START DATA FOR THE TASK

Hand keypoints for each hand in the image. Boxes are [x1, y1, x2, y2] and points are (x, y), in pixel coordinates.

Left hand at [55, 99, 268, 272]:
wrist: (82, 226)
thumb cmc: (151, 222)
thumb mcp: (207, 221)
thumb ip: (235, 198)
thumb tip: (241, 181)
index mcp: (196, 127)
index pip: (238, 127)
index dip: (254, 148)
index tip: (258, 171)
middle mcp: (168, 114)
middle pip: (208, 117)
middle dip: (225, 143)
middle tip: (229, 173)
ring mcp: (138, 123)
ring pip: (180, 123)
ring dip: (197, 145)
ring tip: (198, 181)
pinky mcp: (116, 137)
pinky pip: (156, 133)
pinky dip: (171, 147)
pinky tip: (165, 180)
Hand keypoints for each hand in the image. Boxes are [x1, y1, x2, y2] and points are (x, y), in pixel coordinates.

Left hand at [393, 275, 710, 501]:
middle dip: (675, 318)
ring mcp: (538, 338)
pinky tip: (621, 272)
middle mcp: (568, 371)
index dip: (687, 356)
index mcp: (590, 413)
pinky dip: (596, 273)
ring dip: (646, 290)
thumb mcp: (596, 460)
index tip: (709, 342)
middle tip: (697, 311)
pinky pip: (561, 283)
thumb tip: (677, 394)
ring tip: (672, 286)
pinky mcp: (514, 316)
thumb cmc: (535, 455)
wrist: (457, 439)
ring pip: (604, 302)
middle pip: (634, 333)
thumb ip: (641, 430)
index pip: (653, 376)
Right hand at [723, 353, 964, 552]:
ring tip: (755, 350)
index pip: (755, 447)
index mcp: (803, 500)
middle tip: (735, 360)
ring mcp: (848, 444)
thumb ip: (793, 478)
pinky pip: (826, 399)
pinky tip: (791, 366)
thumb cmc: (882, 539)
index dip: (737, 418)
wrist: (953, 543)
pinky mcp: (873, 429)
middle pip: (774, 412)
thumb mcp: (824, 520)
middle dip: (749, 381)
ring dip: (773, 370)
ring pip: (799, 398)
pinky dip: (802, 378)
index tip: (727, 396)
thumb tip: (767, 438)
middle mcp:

END DATA FOR THE TASK

■ **TASK TO COMPLETE**
For this task, write out exactly the lines of the entries above, starting at the line with "pinky pip: (561, 283)" and ending at the line with "Right hand at", both included, and no others.

■ **ANSWER TO THIS EXERCISE**
pinky pip: (561, 283)
thumb tip: (677, 394)
ring tip: (672, 286)
pinky mcp: (514, 316)
thumb cmc: (535, 455)
wrist: (457, 439)
ring pip: (604, 302)
middle pip: (634, 333)
thumb ip: (641, 430)
index pip: (653, 376)
Right hand at [723, 353, 964, 552]:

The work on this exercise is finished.